Collected data:
....................
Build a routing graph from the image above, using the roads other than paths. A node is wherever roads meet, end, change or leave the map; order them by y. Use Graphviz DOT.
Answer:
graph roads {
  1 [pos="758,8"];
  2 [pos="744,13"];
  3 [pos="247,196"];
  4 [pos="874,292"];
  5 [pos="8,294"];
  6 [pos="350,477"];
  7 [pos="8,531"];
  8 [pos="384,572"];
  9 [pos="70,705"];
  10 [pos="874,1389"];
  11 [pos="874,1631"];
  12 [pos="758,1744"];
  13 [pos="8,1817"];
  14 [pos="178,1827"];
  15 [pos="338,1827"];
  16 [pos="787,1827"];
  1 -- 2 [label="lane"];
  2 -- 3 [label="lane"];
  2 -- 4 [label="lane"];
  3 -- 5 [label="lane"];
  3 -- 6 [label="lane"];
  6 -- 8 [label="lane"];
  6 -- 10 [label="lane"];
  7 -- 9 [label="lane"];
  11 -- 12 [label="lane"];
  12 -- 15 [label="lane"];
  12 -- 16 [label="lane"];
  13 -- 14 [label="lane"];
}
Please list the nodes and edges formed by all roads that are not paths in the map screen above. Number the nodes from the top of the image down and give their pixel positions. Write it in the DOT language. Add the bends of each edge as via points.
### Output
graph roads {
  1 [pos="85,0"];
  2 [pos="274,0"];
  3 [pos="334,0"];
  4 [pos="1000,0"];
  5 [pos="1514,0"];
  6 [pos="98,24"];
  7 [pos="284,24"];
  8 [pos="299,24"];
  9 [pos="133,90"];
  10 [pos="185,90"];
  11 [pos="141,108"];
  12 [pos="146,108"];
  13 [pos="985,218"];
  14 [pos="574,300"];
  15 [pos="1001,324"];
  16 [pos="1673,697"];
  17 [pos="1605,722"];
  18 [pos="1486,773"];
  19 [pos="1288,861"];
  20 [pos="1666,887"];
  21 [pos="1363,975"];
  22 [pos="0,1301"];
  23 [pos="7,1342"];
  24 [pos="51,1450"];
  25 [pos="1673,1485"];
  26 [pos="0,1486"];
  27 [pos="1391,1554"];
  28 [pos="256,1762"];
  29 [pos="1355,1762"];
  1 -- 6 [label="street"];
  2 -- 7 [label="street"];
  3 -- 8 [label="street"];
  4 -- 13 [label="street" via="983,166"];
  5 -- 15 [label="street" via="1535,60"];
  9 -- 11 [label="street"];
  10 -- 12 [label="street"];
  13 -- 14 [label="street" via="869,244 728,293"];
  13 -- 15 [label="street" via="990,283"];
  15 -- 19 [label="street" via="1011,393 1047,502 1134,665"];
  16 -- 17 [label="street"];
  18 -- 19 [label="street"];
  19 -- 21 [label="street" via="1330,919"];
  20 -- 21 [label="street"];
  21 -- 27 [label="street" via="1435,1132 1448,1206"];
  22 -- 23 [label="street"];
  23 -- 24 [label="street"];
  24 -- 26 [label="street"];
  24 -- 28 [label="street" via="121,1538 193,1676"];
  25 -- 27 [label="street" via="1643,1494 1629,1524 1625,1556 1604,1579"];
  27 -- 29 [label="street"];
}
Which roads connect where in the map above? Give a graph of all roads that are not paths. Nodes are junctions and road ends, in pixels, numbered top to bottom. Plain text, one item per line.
....................
HOW TO COMPLETE THIS TASK: Once you have read the records above, set every one of them down again exactly.

EXERCISE ANSWER:
Build a routing graph from the image above, using the roads other than paths. A node is wherever roads meet, end, change or leave the map; order them by y. Use Graphviz DOT.
Answer:
graph roads {
  1 [pos="758,8"];
  2 [pos="744,13"];
  3 [pos="247,196"];
  4 [pos="874,292"];
  5 [pos="8,294"];
  6 [pos="350,477"];
  7 [pos="8,531"];
  8 [pos="384,572"];
  9 [pos="70,705"];
  10 [pos="874,1389"];
  11 [pos="874,1631"];
  12 [pos="758,1744"];
  13 [pos="8,1817"];
  14 [pos="178,1827"];
  15 [pos="338,1827"];
  16 [pos="787,1827"];
  1 -- 2 [label="lane"];
  2 -- 3 [label="lane"];
  2 -- 4 [label="lane"];
  3 -- 5 [label="lane"];
  3 -- 6 [label="lane"];
  6 -- 8 [label="lane"];
  6 -- 10 [label="lane"];
  7 -- 9 [label="lane"];
  11 -- 12 [label="lane"];
  12 -- 15 [label="lane"];
  12 -- 16 [label="lane"];
  13 -- 14 [label="lane"];
}
Please list the nodes and edges formed by all roads that are not paths in the map screen above. Number the nodes from the top of the image down and give their pixel positions. Write it in the DOT language. Add the bends of each edge as via points.
### Output
graph roads {
  1 [pos="85,0"];
  2 [pos="274,0"];
  3 [pos="334,0"];
  4 [pos="1000,0"];
  5 [pos="1514,0"];
  6 [pos="98,24"];
  7 [pos="284,24"];
  8 [pos="299,24"];
  9 [pos="133,90"];
  10 [pos="185,90"];
  11 [pos="141,108"];
  12 [pos="146,108"];
  13 [pos="985,218"];
  14 [pos="574,300"];
  15 [pos="1001,324"];
  16 [pos="1673,697"];
  17 [pos="1605,722"];
  18 [pos="1486,773"];
  19 [pos="1288,861"];
  20 [pos="1666,887"];
  21 [pos="1363,975"];
  22 [pos="0,1301"];
  23 [pos="7,1342"];
  24 [pos="51,1450"];
  25 [pos="1673,1485"];
  26 [pos="0,1486"];
  27 [pos="1391,1554"];
  28 [pos="256,1762"];
  29 [pos="1355,1762"];
  1 -- 6 [label="street"];
  2 -- 7 [label="street"];
  3 -- 8 [label="street"];
  4 -- 13 [label="street" via="983,166"];
  5 -- 15 [label="street" via="1535,60"];
  9 -- 11 [label="street"];
  10 -- 12 [label="street"];
  13 -- 14 [label="street" via="869,244 728,293"];
  13 -- 15 [label="street" via="990,283"];
  15 -- 19 [label="street" via="1011,393 1047,502 1134,665"];
  16 -- 17 [label="street"];
  18 -- 19 [label="street"];
  19 -- 21 [label="street" via="1330,919"];
  20 -- 21 [label="street"];
  21 -- 27 [label="street" via="1435,1132 1448,1206"];
  22 -- 23 [label="street"];
  23 -- 24 [label="street"];
  24 -- 26 [label="street"];
  24 -- 28 [label="street" via="121,1538 193,1676"];
  25 -- 27 [label="street" via="1643,1494 1629,1524 1625,1556 1604,1579"];
  27 -- 29 [label="street"];
}
Which roads connect where in the map above? Give a graph of all roads that are not paths. Nodes are junctions and road ends, in pixels, numbered top to bottom. Plain text, one item per line.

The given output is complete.